**Required work**
Return the lines below in which the string "شفیعی" occurs.

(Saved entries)
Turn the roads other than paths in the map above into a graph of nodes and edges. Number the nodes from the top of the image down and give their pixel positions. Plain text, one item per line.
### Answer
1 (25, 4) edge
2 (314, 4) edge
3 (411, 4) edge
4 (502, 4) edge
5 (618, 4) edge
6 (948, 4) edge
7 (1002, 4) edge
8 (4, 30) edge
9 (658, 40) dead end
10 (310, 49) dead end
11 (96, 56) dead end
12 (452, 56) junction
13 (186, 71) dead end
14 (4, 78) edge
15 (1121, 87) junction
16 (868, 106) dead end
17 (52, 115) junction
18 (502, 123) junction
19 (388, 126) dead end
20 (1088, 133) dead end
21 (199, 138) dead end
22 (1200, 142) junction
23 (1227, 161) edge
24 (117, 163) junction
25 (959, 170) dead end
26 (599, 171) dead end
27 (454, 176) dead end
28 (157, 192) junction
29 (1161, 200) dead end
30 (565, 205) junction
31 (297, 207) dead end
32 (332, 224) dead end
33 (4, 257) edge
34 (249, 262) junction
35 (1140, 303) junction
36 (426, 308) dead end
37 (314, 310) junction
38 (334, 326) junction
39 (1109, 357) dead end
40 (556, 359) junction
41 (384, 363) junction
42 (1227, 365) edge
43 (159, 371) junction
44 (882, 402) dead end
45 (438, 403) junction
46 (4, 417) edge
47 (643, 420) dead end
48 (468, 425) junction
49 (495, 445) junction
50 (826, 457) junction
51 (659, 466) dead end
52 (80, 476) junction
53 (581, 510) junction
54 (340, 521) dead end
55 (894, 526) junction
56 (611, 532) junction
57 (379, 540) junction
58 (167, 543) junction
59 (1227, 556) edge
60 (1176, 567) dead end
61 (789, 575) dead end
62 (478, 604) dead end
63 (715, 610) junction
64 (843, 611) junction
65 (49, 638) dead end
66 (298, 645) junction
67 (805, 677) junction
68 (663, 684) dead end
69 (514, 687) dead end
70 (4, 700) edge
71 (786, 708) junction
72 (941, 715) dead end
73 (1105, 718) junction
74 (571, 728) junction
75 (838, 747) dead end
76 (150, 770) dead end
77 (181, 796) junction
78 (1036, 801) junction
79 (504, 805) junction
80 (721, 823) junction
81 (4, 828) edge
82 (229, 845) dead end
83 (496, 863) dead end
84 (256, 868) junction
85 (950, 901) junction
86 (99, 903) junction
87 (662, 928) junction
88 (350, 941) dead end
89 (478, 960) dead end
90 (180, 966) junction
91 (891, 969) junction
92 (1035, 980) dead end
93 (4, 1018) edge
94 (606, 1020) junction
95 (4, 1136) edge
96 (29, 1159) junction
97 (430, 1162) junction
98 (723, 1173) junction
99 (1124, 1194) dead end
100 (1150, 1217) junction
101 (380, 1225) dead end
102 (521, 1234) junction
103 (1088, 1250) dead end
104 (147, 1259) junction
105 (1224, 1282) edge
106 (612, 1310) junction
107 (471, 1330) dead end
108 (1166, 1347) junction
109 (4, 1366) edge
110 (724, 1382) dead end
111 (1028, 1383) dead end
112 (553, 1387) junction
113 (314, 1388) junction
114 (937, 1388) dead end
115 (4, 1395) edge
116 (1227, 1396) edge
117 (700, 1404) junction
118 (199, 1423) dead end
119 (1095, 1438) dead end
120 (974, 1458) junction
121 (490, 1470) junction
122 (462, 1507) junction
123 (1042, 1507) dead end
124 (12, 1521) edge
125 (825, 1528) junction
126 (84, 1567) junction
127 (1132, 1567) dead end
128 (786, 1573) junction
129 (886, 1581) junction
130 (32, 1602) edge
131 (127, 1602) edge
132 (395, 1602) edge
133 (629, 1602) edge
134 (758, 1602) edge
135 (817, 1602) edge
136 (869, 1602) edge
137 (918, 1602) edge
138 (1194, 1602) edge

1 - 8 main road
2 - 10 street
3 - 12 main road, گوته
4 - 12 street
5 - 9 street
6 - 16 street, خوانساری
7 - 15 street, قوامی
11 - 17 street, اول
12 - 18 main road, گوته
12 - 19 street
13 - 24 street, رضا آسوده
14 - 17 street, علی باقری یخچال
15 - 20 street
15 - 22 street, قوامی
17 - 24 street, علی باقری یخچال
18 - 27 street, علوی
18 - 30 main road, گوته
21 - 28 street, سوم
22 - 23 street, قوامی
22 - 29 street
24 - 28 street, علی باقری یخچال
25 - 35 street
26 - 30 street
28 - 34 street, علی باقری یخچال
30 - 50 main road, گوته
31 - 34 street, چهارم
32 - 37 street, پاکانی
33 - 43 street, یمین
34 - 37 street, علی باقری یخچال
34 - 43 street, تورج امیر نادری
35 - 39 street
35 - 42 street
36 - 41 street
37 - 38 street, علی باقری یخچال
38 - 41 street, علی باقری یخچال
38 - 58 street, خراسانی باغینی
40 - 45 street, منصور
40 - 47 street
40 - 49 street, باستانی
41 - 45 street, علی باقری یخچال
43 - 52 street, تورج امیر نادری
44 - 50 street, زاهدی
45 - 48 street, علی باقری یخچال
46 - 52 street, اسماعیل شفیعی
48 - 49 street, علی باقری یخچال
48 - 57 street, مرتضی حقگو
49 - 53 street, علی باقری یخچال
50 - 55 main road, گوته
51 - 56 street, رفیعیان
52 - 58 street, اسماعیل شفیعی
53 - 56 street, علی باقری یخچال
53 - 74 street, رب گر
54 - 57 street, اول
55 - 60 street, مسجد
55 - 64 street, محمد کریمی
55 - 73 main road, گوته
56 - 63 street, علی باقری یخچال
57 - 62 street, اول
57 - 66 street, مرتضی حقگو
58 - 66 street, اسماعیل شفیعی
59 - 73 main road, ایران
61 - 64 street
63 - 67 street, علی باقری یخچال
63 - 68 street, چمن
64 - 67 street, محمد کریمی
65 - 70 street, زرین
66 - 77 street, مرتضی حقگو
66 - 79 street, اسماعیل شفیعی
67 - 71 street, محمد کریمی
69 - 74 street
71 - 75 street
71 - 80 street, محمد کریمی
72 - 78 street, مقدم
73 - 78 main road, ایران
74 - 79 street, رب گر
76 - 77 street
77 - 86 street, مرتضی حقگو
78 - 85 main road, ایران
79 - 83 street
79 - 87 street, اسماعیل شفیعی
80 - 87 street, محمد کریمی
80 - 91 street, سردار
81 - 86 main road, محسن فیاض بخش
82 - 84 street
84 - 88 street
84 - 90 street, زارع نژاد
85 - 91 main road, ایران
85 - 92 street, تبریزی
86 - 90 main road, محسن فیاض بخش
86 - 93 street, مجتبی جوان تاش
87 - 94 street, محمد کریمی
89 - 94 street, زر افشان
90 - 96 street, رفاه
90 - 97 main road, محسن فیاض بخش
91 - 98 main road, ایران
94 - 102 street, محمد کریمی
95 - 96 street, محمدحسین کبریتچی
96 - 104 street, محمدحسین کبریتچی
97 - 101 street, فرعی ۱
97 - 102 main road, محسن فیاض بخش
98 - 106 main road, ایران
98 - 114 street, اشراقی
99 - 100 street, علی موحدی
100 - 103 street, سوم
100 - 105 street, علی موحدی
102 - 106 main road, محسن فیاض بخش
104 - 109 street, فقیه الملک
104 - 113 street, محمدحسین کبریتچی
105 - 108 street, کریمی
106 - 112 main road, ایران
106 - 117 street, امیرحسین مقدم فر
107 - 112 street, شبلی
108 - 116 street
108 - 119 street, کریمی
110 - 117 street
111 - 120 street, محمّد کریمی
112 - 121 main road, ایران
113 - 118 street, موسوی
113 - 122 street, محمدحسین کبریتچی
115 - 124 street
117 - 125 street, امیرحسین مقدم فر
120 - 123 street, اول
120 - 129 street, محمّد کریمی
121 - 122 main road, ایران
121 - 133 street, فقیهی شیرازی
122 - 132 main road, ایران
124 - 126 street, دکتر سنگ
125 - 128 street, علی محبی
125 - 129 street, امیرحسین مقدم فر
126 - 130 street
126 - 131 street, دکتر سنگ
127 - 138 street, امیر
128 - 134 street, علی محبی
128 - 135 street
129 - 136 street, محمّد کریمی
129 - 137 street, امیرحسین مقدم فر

**Result for this exercise**
46 - 52 street, اسماعیل شفیعی
52 - 58 street, اسماعیل شفیعی
58 - 66 street, اسماعیل شفیعی
66 - 79 street, اسماعیل شفیعی
79 - 87 street, اسماعیل شفیعی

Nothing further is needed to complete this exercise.